Conner draws a very sexy comic book, but not in that pervy manner that certain male artists draw (with their butt shots and large breasts); her art is very light and there is a wonderful sense of fun – the look of optimism on Superman’s face, the great facial expressions on Green Arrow and Black Canary’s faces when they argue, and then make up, the girls having fun on the hen night. It’s a delight to read this book solely because of the art, with Conner excelling in both the comedy and the action. And the heartache of the end – quite a shock ending to the wedding special, to set up the ongoing series.
Chiang is an artist whose covers I’ve admired for many years but haven’t seen any of his interior art before.

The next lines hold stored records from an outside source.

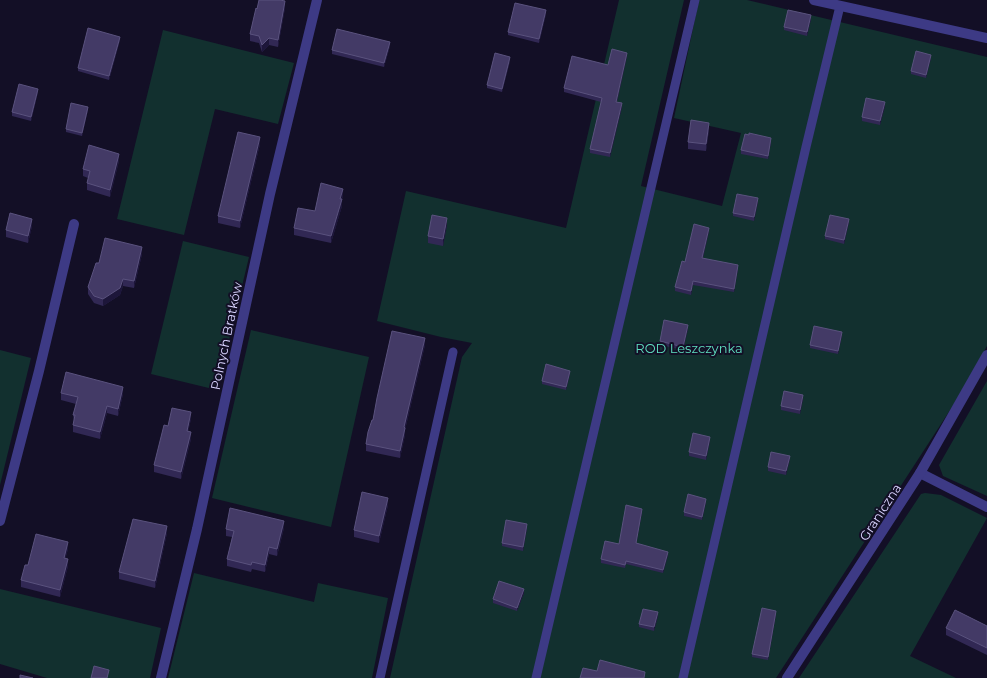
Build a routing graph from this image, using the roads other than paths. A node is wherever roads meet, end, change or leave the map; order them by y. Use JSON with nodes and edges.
{"nodes":[{"id":1,"x":317,"y":0,"type":"edge"},
{"id":2,"x":694,"y":0,"type":"edge"},
{"id":3,"x":814,"y":0,"type":"edge"},
{"id":4,"x":840,"y":6,"type":"junction"},
{"id":5,"x":987,"y":38,"type":"edge"},
{"id":6,"x":74,"y":224,"type":"dead end"},
{"id":7,"x":453,"y":352,"type":"dead end"},
{"id":8,"x":987,"y":355,"type":"edge"},
{"id":9,"x":920,"y":473,"type":"junction"},
{"id":10,"x":987,"y":507,"type":"edge"},
{"id":11,"x":0,"y":521,"type":"edge"},
{"id":12,"x":161,"y":678,"type":"edge"},
{"id":13,"x":380,"y":678,"type":"edge"},
{"id":14,"x":536,"y":678,"type":"edge"},
{"id":15,"x":683,"y":678,"type":"edge"},
{"id":16,"x":788,"y":678,"type":"edge"}],
"edges":[{"from":1,"to":12,"type":"street","name":"Polnych Bratków"},
{"from":2,"to":14,"type":"lane"},
{"from":3,"to":4,"type":"street"},
{"from":4,"to":5,"type":"street"},
{"from":4,"to":15,"type":"lane"},
{"from":6,"to":11,"type":"street"},
{"from":7,"to":13,"type":"lane"},
{"from":8,"to":9,"type":"street","name":"Graniczna"},
{"from":9,"to":10,"type":"street"},
{"from":9,"to":16,"type":"street","name":"Graniczna"}]}
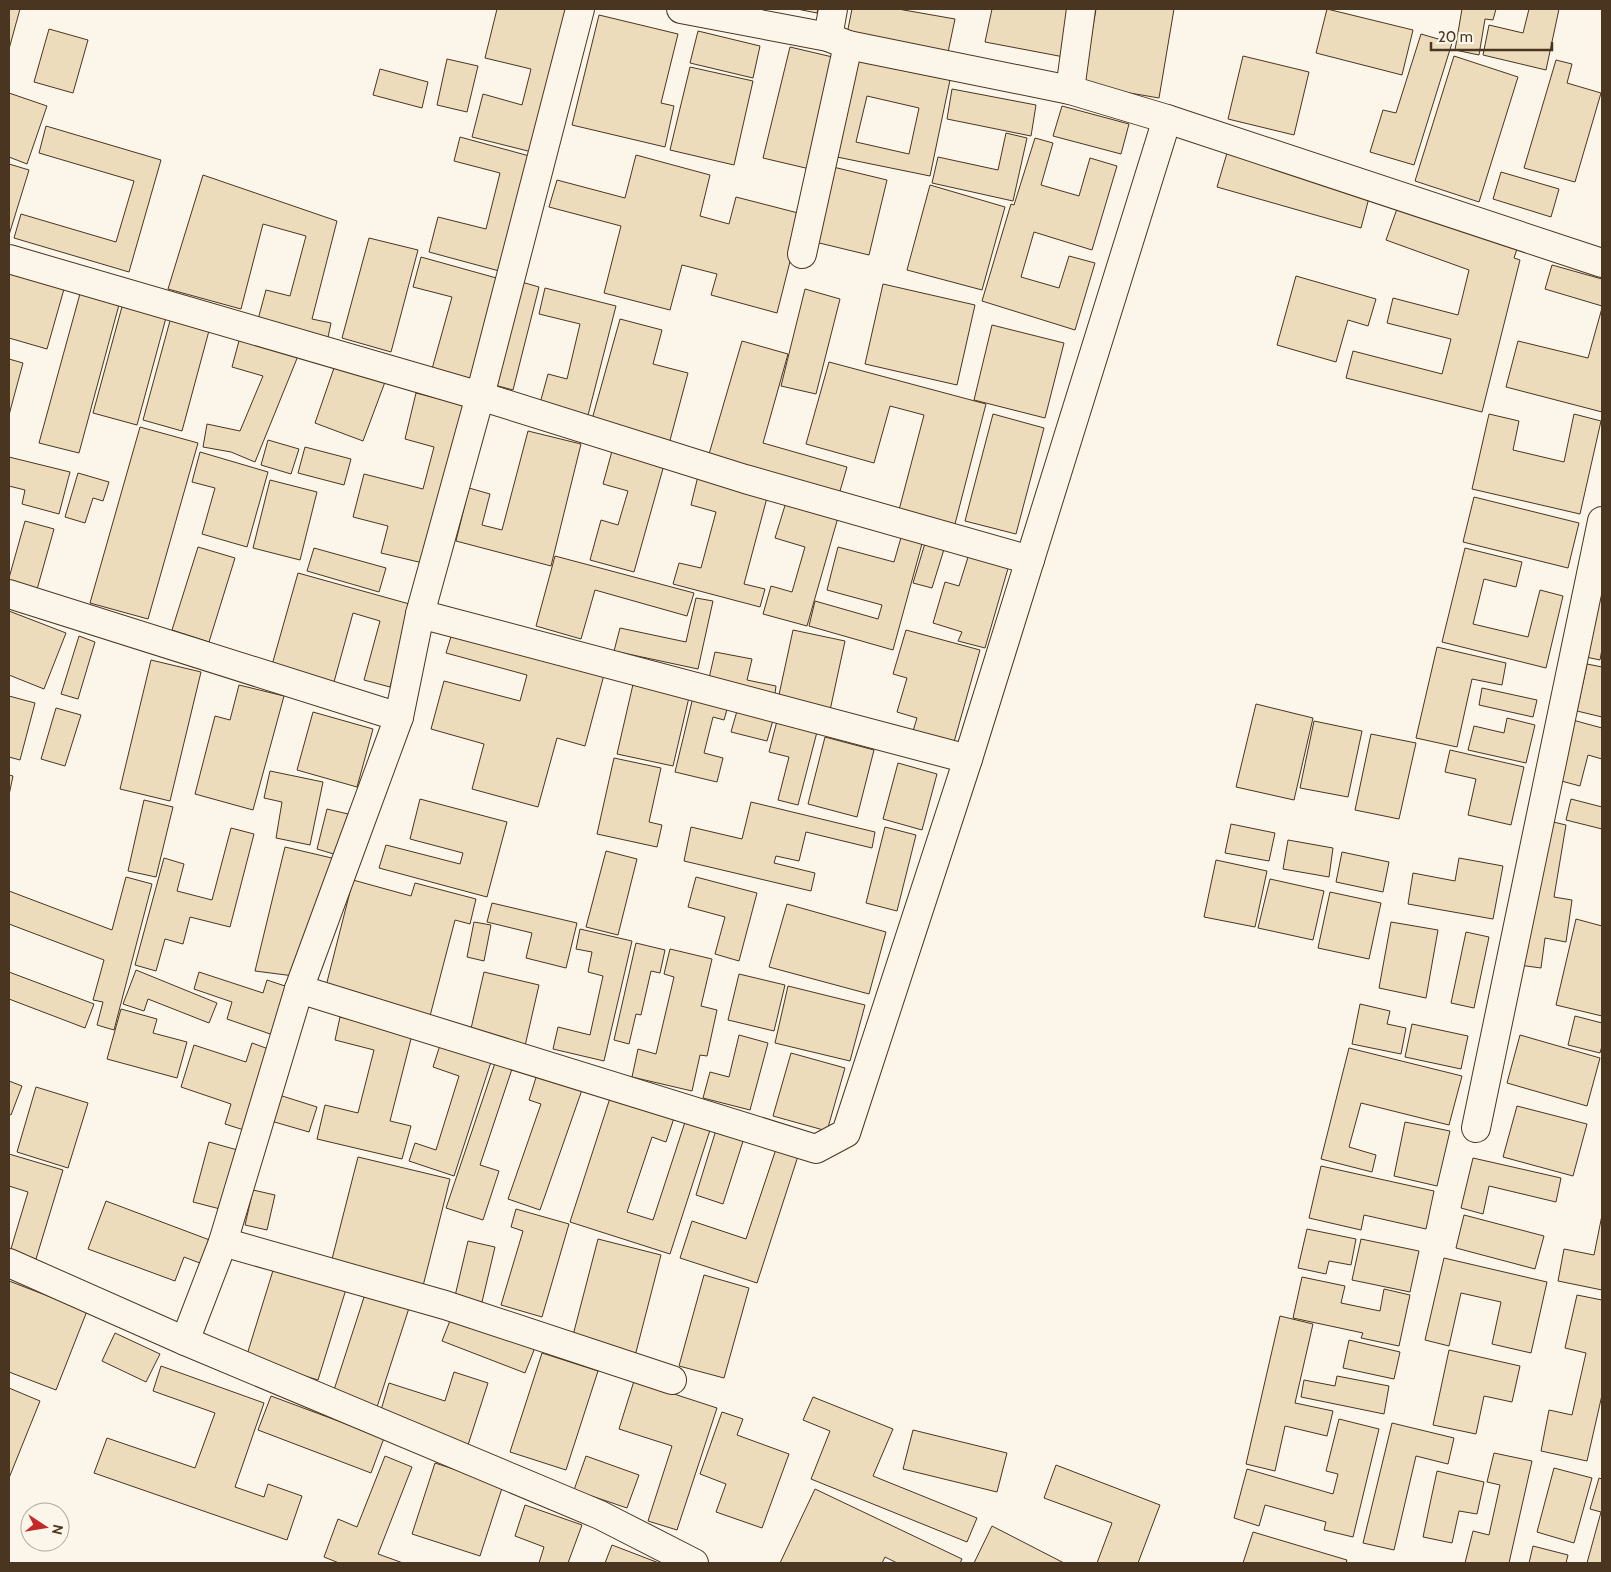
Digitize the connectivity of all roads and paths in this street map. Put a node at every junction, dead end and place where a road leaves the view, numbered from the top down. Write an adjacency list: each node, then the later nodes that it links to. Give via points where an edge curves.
1 (580, 9): 11 (street)
2 (681, 9): 5 (street)
3 (833, 9): 5 (street)
4 (1081, 9): 6 (street)
5 (838, 41): 6 (street); 8 (street)
6 (1070, 90): 7 (street)
7 (1167, 118): 10 (street); 13 (street)
8 (802, 254)
9 (9, 259): 11 (street)
10 (1602, 263)
11 (480, 396): 13 (street, via 745,478); 15 (street)
12 (1602, 521): 19 (street)
13 (1030, 560): 17 (street)
14 (9, 594): 16 (street)
15 (420, 614): 16 (street); 17 (street)
16 (399, 717): 18 (street)
17 (968, 759): 18 (street, via 846,1134 816,1149)
18 (298, 989): 20 (street)
19 (1476, 1128)
20 (223, 1242): 22 (street); 23 (street, via 445,1305)
21 (9, 1263): 22 (street)
22 (185, 1341): 24 (street, via 600,1515)
23 (672, 1380)
24 (694, 1563)

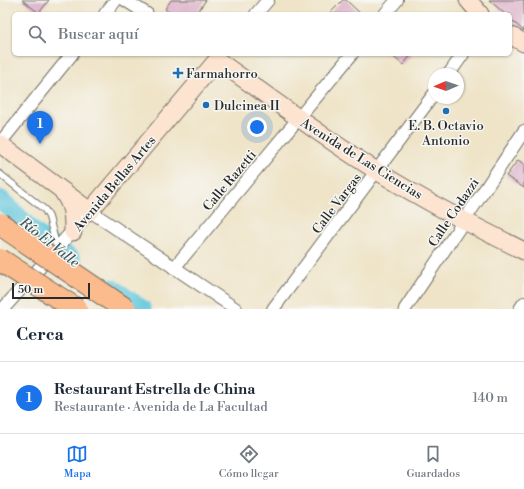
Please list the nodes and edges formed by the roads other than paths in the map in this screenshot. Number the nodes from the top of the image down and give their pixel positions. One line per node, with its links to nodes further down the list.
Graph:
1 (116, 0): 6 (street)
2 (125, 0): 7 (street)
3 (268, 0): 8 (street)
4 (397, 0): 9 (street)
5 (468, 0): 10 (street)
6 (107, 12)
7 (143, 12)
8 (258, 12)
9 (387, 12)
10 (478, 12)
11 (512, 36): 12 (street)
12 (524, 43)
13 (70, 56): 21 (street)
14 (215, 56): 19 (street, Avenida de Las Ciencias); 25 (street, Avenida Bellas Artes)
15 (350, 56): 19 (street, Calle Razetti)
16 (462, 56): 17 (street)
17 (452, 68)
18 (428, 102): 22 (street, Calle Vargas)
19 (299, 118): 22 (street, Avenida de Las Ciencias); 34 (street, Calle Razetti)
20 (524, 130): 27 (street, Calle Codazzi)
21 (0, 143): 24 (street)
22 (377, 171): 27 (street, Avenida de Las Ciencias); 43 (street, Calle Vargas)
23 (0, 174): 31 (lane)
24 (61, 188): 25 (street); 26 (street); 29 (street)
25 (106, 192): 26 (street, Avenida Bellas Artes)
26 (90, 211): 29 (street, Avenida Bellas Artes); 34 (street)
27 (464, 221): 32 (street, Avenida de Las Ciencias); 44 (street, Calle Codazzi)
28 (0, 224): 41 (highway, bridge)
29 (72, 232): 31 (street, Avenida Bellas Artes)
30 (0, 239): 40 (highway)
31 (57, 249): 37 (street, Avenida Bellas Artes)
32 (524, 251)
33 (0, 260): 39 (highway, bridge)
34 (174, 268): 42 (street)
35 (0, 275): 38 (highway)
36 (524, 303): 45 (street)
37 (3, 309)
38 (53, 309)
39 (76, 309)
40 (103, 309)
41 (125, 309)
42 (236, 309)
43 (273, 309)
44 (405, 309)
45 (520, 309)

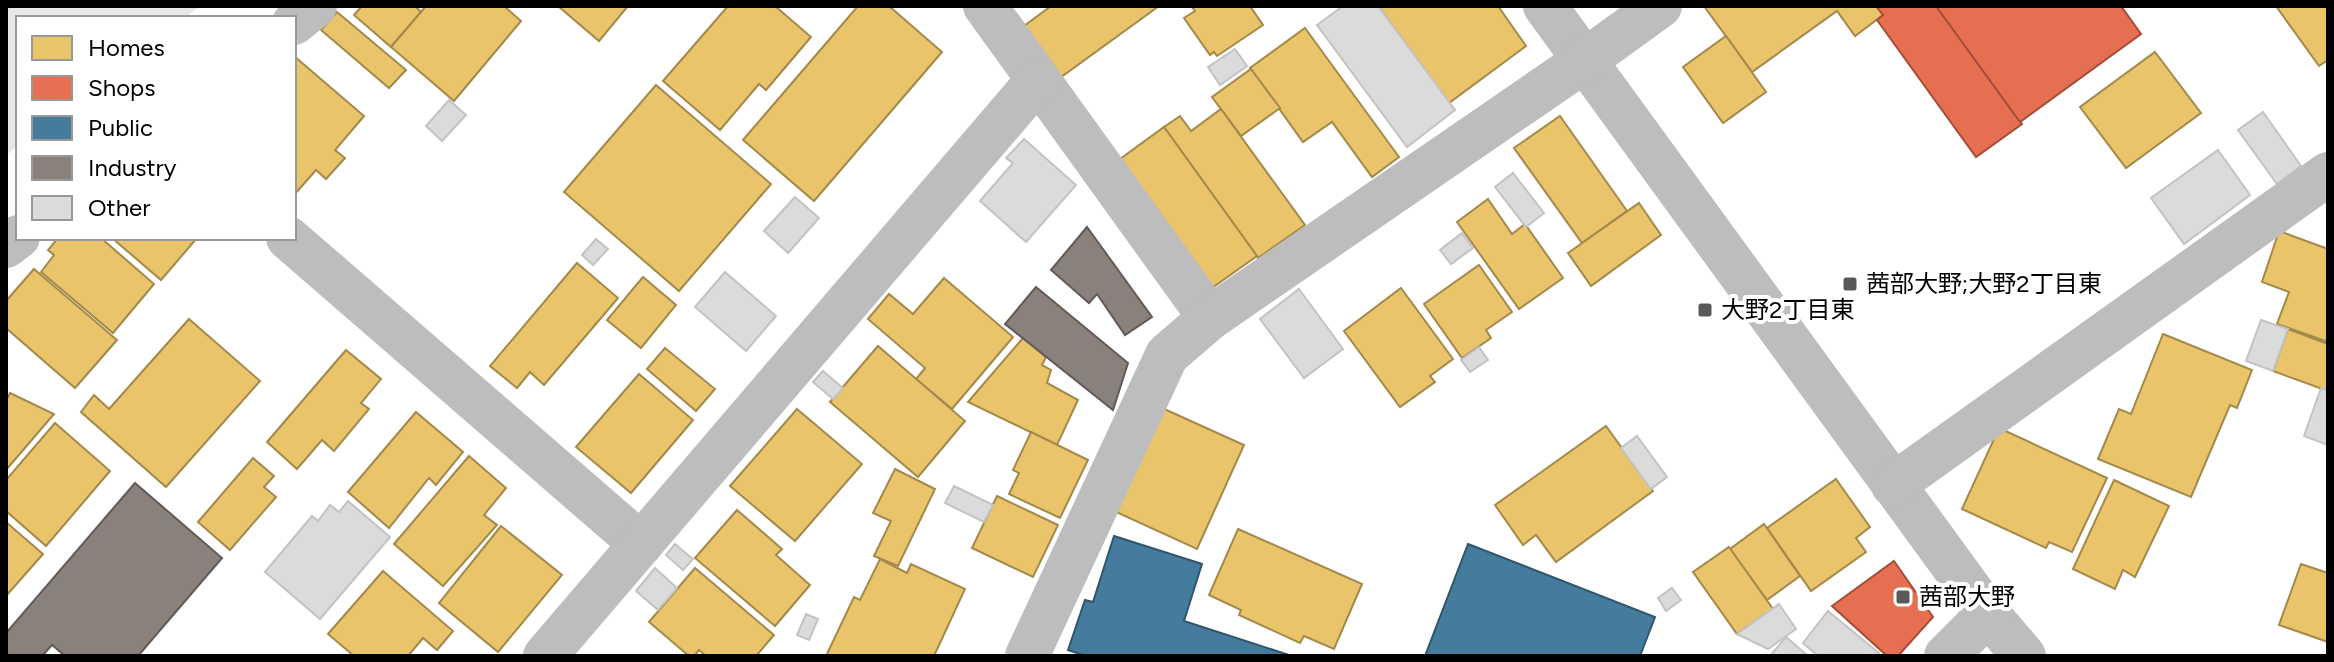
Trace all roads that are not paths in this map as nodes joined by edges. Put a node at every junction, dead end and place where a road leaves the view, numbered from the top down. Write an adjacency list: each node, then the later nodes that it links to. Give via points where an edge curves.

He is a different artist to Conner, not being as cartoony and light, but he still draws beautiful comic books, and a great Black Arrow, without being a cheesecake merchant. He has a simple, elegant line – he doesn’t have a lot of excess lines on his faces or bodies to differentiate aspects; just a strong line to the outline and very minimal lines to the anatomy. It’s very good, and he draws heroes that look noble and heroic and pure, with a sort of modern art nouveaux influence (I think – I’m still not good at describing my appreciation of artists in comic books), and it’s good to see that his interior art is as good as his covers, which have always been excellent.
Regarding the story – I was mostly pleasantly surprised by Winick’s form on this. The Wedding Album is actually very enjoyable, playing along with the usual form of a superhero wedding going wrong, but having fun along the way, with nice banter between Black Canary and Green Arrow and some good jokes (even if it’s perhaps a little on the mature side of things for a family-friendly superhero comic). The ongoing series has a strong opening – as Canary refuses to believe the obvious, and a trip to Themyscria (where the villains turn out to be somebody else entirely) and a daring rescue; however, I didn’t like the out-of-nowhere turn and the resulting mawkishness. I know it’s going somewhere with the storyline in the rest of the series, but it slightly irritated me the way it turned purely for the shock value.